Most people probably don’t think of hospitals as money makers, and sometimes they’re right — many hospitals are considered non-profit organizations. But this doesn’t seem to stop them from turning a profit, according to a new study published in Health Affairs. Seven of the top 10 most profitable hospitals in the U.S. are non-profit facilities, each earning more than $150 million in 2013.

Gunderson Lutheran Medical Center in La Cross, Wis., takes the top spot on the list with the $302.5 million it earned for patient-care services. Stanford Hospital in Palo Alto, Calif., is also in the top 10 with $225 million, while the University of Pennsylvania’s hospital in Philadelphia earned $184.5 million.

"Most hospitals lose money, but there are a few very profitable ones and we need to pay attention to why they are making so much," lead author Gerard Anderson, a health policy professor at Johns Hopkins Bloomberg School of Public Health, told The Washington Post.
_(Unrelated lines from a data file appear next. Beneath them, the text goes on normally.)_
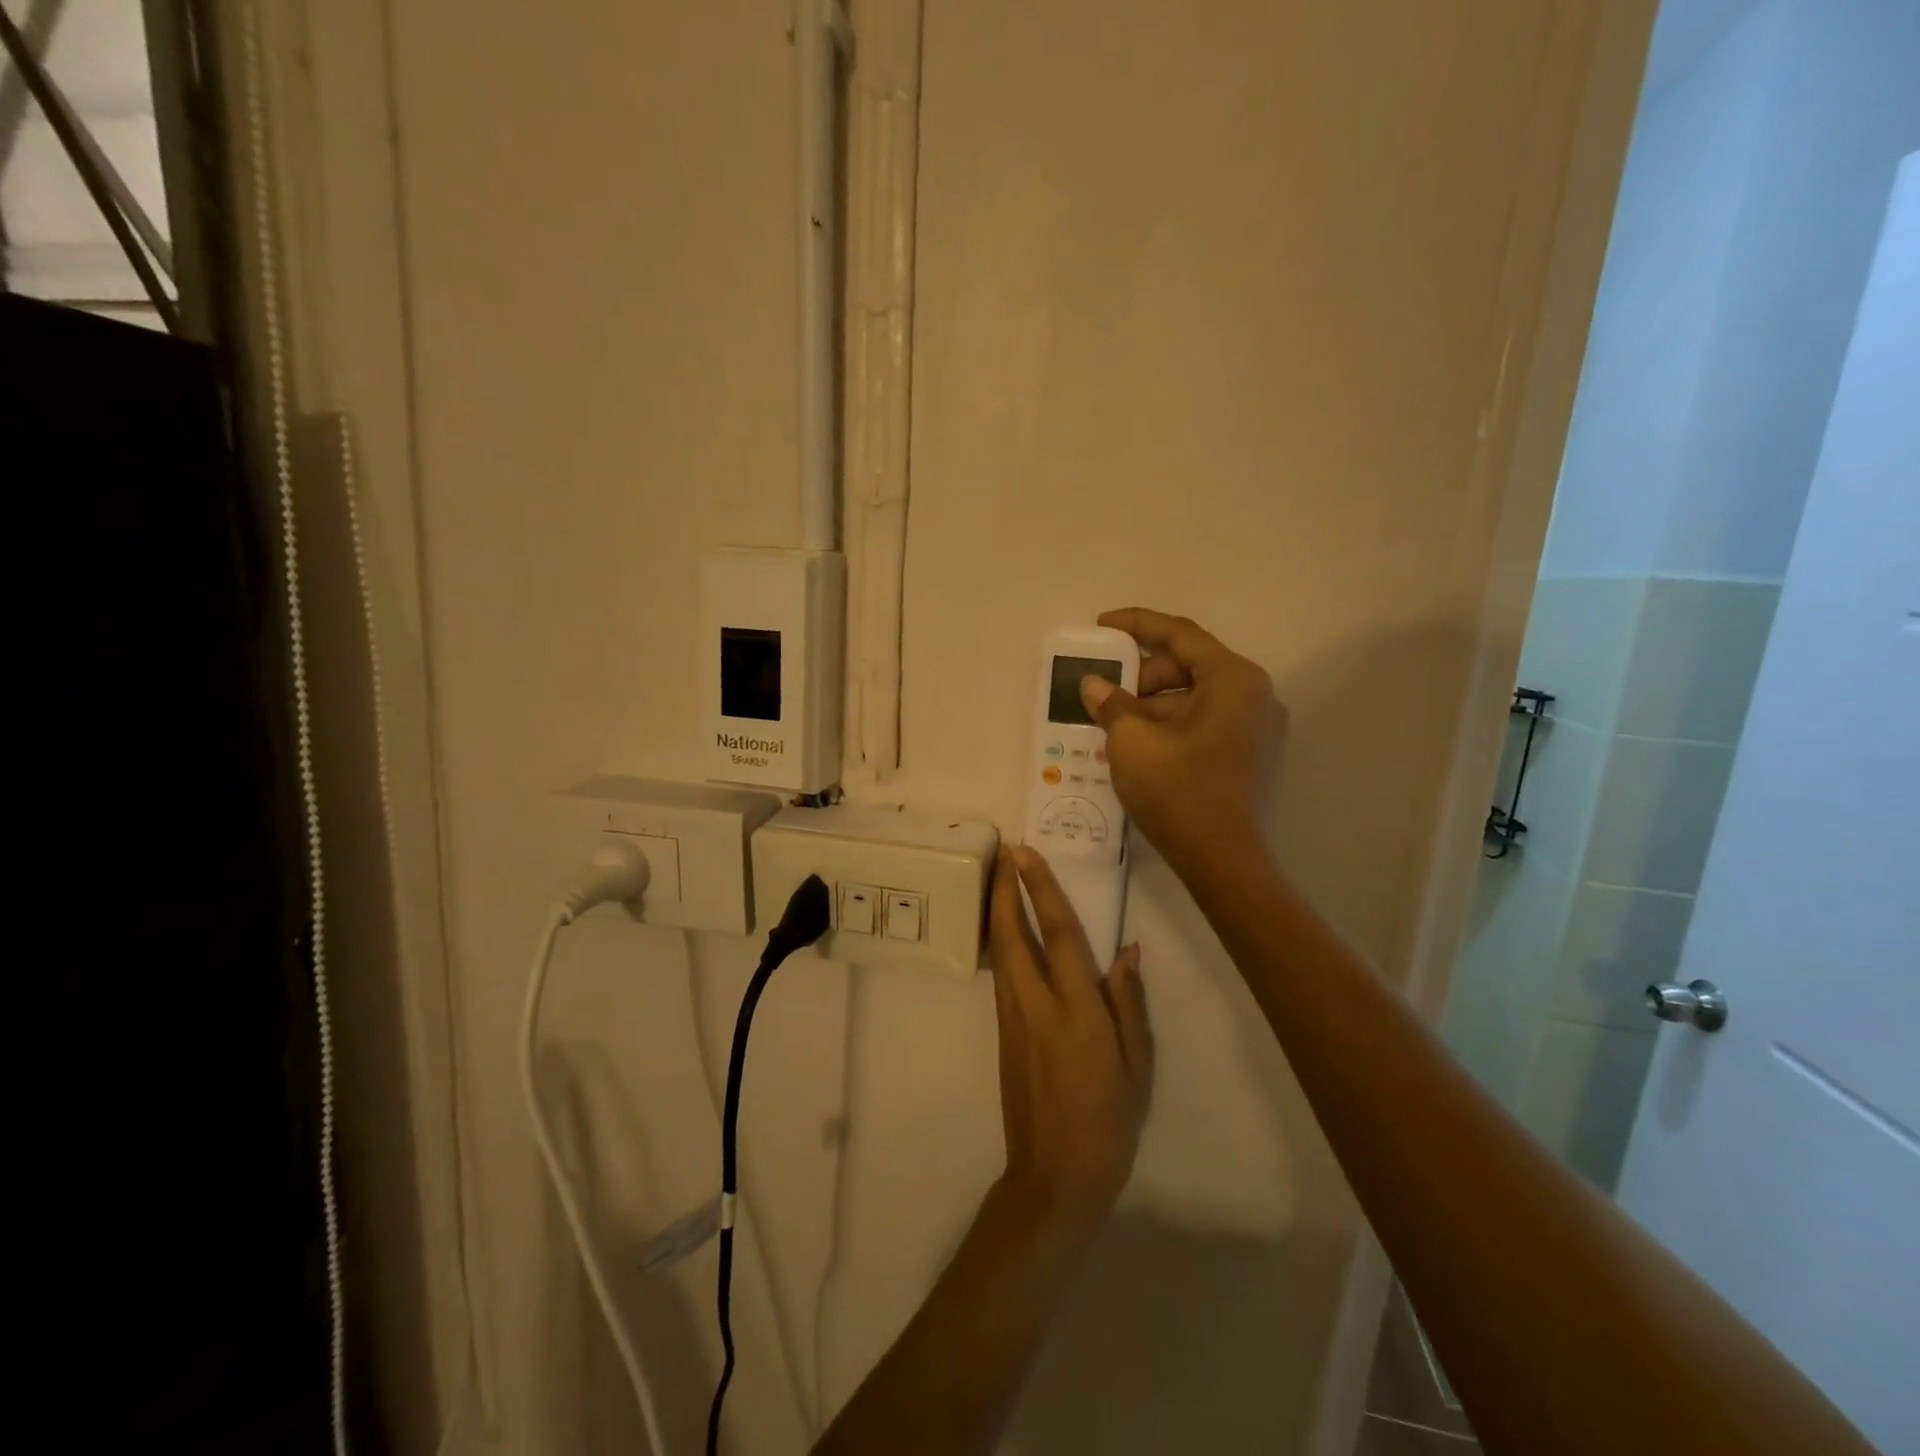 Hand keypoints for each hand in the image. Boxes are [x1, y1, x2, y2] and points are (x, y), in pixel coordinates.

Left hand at [989, 846, 1153, 1246]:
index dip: (1041, 890)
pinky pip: (1001, 975)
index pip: (1059, 936)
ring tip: (999, 878)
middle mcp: (1037, 1006)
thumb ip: (1128, 1003)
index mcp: (1077, 1013)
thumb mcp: (1136, 1066)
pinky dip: (1000, 942)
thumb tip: (1127, 951)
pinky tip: (1006, 931)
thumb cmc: (1108, 1123)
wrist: (1054, 1177)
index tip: (1026, 854)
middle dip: (1003, 890)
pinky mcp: (1002, 1034)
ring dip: (997, 911)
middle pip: (1012, 935)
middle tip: (1003, 852)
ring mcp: (1013, 1020)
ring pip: (1000, 952)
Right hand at [1080, 608, 1284, 875]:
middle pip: (1190, 665)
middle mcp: (1254, 694)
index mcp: (1233, 678)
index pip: (1179, 634)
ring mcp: (1258, 727)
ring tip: (1114, 725)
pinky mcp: (1252, 755)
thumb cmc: (1178, 790)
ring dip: (1153, 704)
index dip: (1136, 624)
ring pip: (1196, 697)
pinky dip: (1172, 725)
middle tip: (1105, 691)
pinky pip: (1206, 722)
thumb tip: (1095, 685)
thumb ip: (1111, 703)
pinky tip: (1140, 745)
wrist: (1223, 861)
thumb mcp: (1131, 741)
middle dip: (1142, 675)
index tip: (1101, 626) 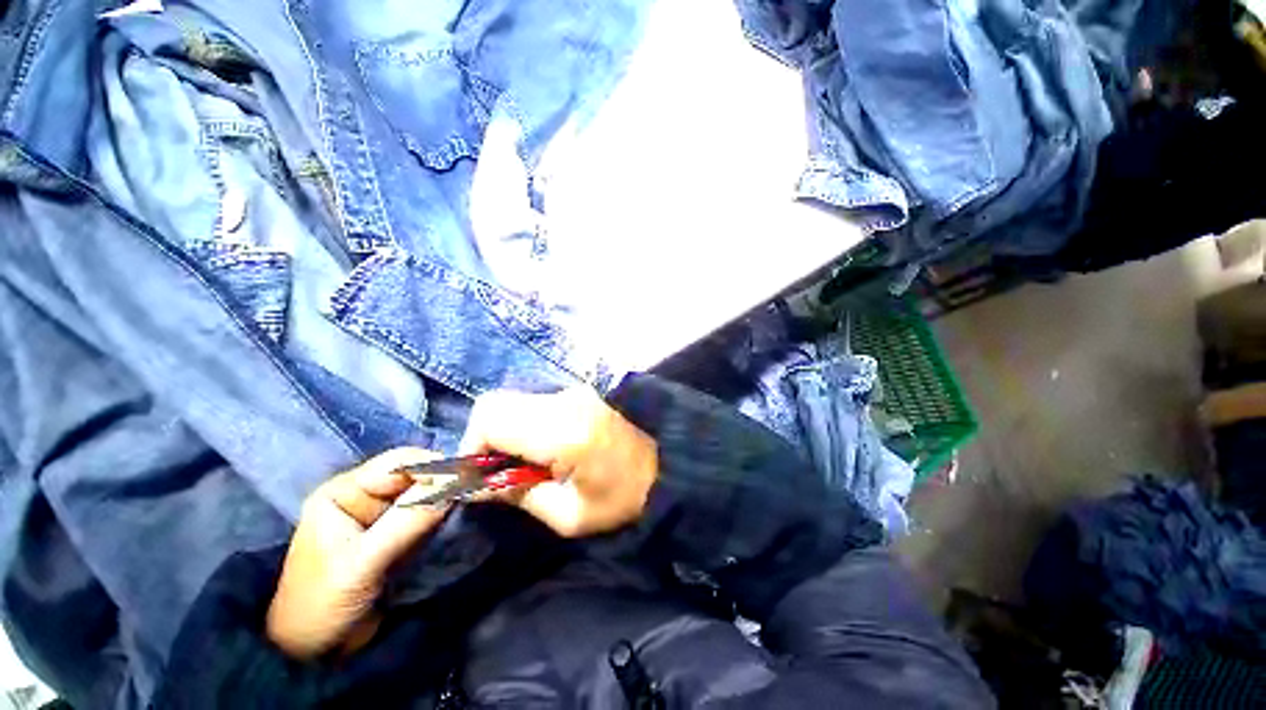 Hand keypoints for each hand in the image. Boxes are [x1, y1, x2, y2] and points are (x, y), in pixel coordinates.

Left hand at [266, 448, 449, 659]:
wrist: (313, 654)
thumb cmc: (321, 606)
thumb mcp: (361, 565)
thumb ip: (406, 522)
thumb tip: (454, 482)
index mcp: (344, 492)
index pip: (398, 463)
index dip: (434, 467)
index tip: (466, 479)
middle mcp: (364, 496)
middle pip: (415, 475)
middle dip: (443, 483)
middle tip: (471, 494)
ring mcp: (381, 515)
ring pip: (425, 493)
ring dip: (445, 500)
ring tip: (467, 507)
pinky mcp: (395, 534)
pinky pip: (426, 514)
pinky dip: (442, 516)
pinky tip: (455, 521)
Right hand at [460, 386, 657, 537]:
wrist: (664, 471)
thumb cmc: (620, 502)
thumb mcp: (566, 514)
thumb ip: (516, 494)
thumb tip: (472, 486)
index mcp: (564, 430)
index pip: (492, 418)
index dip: (472, 446)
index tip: (479, 477)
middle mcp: (566, 401)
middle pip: (497, 403)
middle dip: (485, 438)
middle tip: (499, 472)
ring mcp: (574, 392)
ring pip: (513, 401)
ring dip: (505, 430)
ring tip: (523, 463)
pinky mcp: (579, 393)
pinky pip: (533, 402)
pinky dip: (522, 423)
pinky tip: (540, 448) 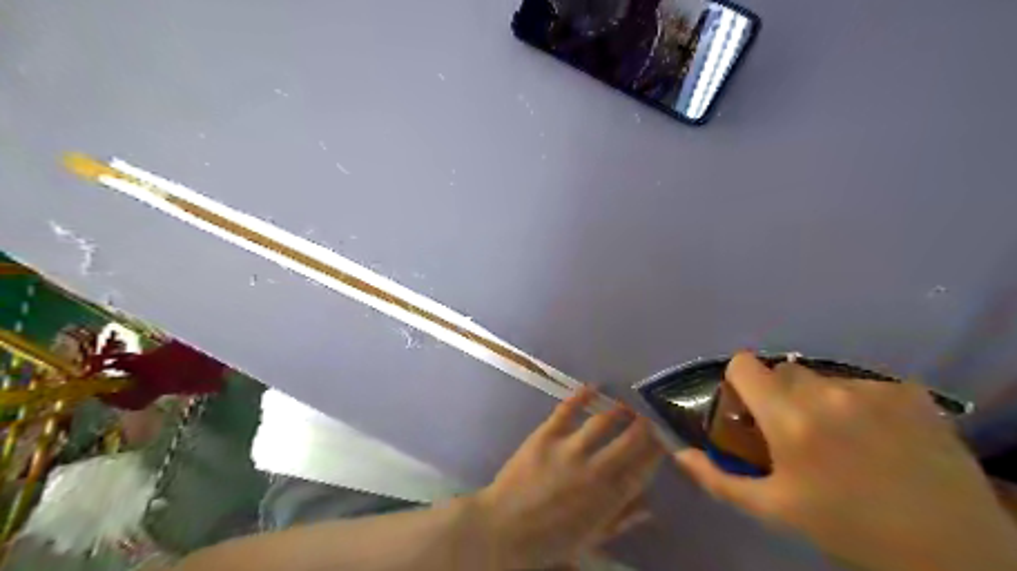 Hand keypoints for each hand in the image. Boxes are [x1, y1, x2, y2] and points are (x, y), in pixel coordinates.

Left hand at [476, 386, 664, 567]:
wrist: (504, 529)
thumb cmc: (550, 539)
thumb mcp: (591, 538)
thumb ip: (622, 520)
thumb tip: (649, 506)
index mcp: (608, 498)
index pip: (643, 469)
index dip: (656, 453)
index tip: (663, 442)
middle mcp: (595, 469)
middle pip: (629, 441)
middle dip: (644, 428)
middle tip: (648, 419)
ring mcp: (570, 449)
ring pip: (603, 421)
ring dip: (618, 411)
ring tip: (626, 406)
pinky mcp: (546, 435)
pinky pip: (567, 410)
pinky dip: (581, 396)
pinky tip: (593, 387)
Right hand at [674, 352, 1016, 570]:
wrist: (951, 552)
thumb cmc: (847, 527)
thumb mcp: (775, 510)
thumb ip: (719, 479)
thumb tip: (680, 454)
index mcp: (789, 419)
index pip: (745, 364)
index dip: (741, 382)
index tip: (751, 408)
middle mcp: (828, 393)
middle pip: (784, 370)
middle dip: (781, 394)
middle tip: (796, 431)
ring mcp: (873, 389)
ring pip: (824, 377)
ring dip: (822, 398)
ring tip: (843, 437)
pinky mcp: (911, 392)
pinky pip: (865, 384)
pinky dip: (862, 403)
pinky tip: (881, 437) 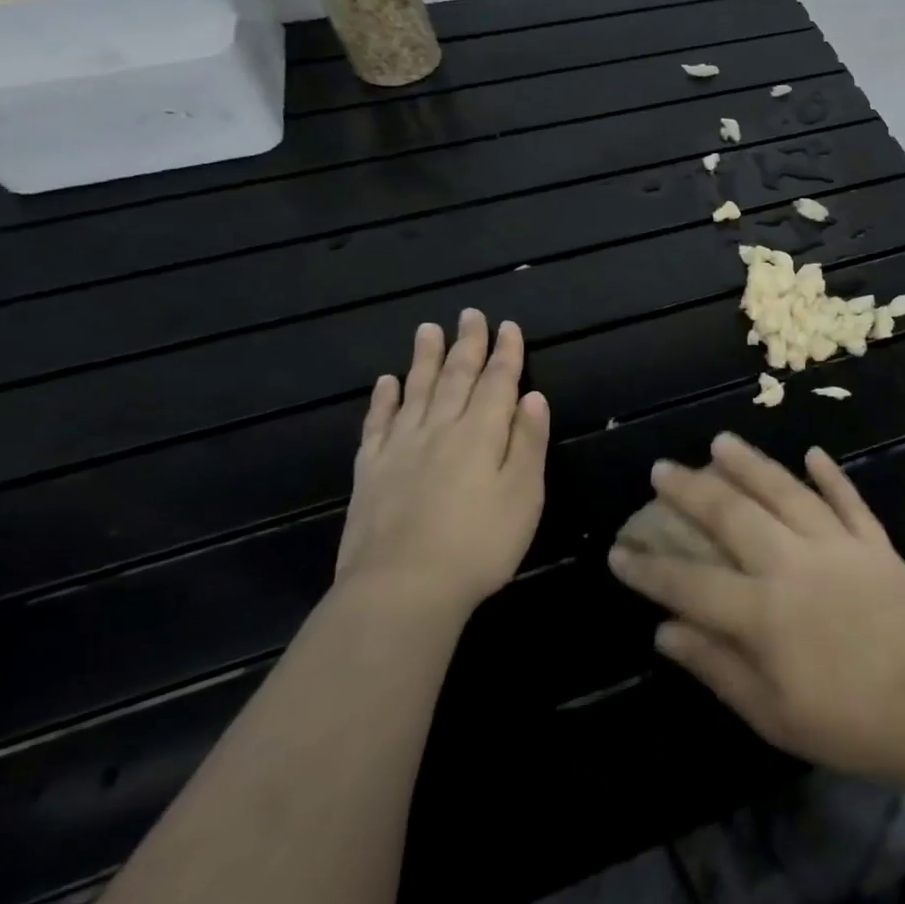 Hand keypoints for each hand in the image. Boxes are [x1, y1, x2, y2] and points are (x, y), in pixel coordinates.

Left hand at [337, 311, 549, 613]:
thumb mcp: (524, 494)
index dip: (506, 353)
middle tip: (470, 315)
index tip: (509, 326)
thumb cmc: (479, 544)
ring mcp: (401, 448)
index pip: (498, 382)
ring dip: (424, 358)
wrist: (402, 589)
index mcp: (481, 433)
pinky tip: (386, 383)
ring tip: (427, 329)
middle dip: (467, 345)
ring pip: (415, 391)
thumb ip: (527, 442)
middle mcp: (440, 429)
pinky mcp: (372, 472)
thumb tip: (533, 396)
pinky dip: (383, 400)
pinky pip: (378, 424)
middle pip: (455, 377)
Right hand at [606, 433, 904, 782]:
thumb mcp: (773, 713)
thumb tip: (665, 631)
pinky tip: (813, 453)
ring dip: (751, 464)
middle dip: (692, 491)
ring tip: (722, 441)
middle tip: (662, 469)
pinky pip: (848, 500)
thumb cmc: (851, 723)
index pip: (690, 583)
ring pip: (786, 492)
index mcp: (763, 612)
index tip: (619, 550)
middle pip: (733, 516)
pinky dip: (830, 475)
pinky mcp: (875, 543)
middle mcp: (793, 564)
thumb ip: (717, 666)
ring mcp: (838, 546)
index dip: (650, 569) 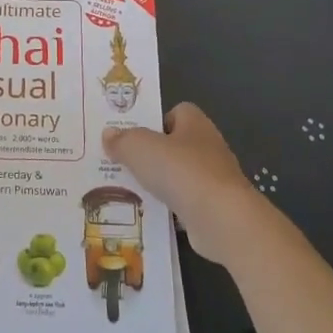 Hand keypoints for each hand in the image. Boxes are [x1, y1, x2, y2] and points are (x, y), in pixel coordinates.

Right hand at [102, 104, 265, 263]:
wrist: (222, 220)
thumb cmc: (182, 171)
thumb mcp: (140, 148)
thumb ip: (122, 140)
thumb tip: (109, 134)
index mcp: (195, 123)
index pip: (175, 112)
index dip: (154, 121)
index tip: (132, 135)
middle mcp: (208, 146)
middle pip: (175, 145)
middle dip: (151, 154)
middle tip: (122, 162)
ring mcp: (214, 179)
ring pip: (178, 176)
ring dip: (158, 182)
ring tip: (128, 189)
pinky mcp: (214, 208)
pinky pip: (184, 202)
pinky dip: (168, 208)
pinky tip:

He also mentioned the importance of investigating how these profits affect consumers.

Anderson and co-author Ge Bai took a look at the net income for patient-care services for 2013, the most recent year for which fiscal information was available. They excluded any profits the hospitals earned from other services and activities, including donations, investments, parking fees, and sales from gift shops, as these are often used to subsidize patient-care.

"All hospitals should make a little profit," said Bai, who is an assistant accounting professor at Washington and Lee University, "but some hospitals are obtaining outrageous profits."

The study revealed hospitals that were part of a system were generally more profitable due to their ability to dominate the local market, as well as negotiate higher insurance rates. Also, Anderson said, patients end up paying more if their health-care provider is out of network. The highest markups were correlated with the highest profits, something Anderson thinks needs to change.

"Mostly, the hospitals are able to charge more because they can, and they do," he said. "There’s no need for non-profit hospitals to earn substantial profits."

Anderson suggested that hospitals lower their prices or give back more to the community. In these communities, hospitals are often the largest property owners and employers. Those that have non-profit designation receive state and federal tax breaks for providing "charity care and community benefit."

The study did have limitations, including the short period for which it considered data — a single year. Also, that year was 2013, when the federal government mainly based its payments to hospitals on volume. The system, called fee for service, gives hospitals more incentive to do order expensive tests and procedures in order to earn more money. Today though, thanks to the Affordable Care Act, hospital payments reflect more on the quality of care rather than quantity.

In a statement, Gunderson said the study doesn’t accurately reflect its costs, and that the data used excluded some administrative costs that would have altered the hospital’s ranking. Stanford, the third most-profitable hospital, said it used most of its 2013 for capital projects, and that high quality care "is simply more expensive to provide than what is available in a community hospital."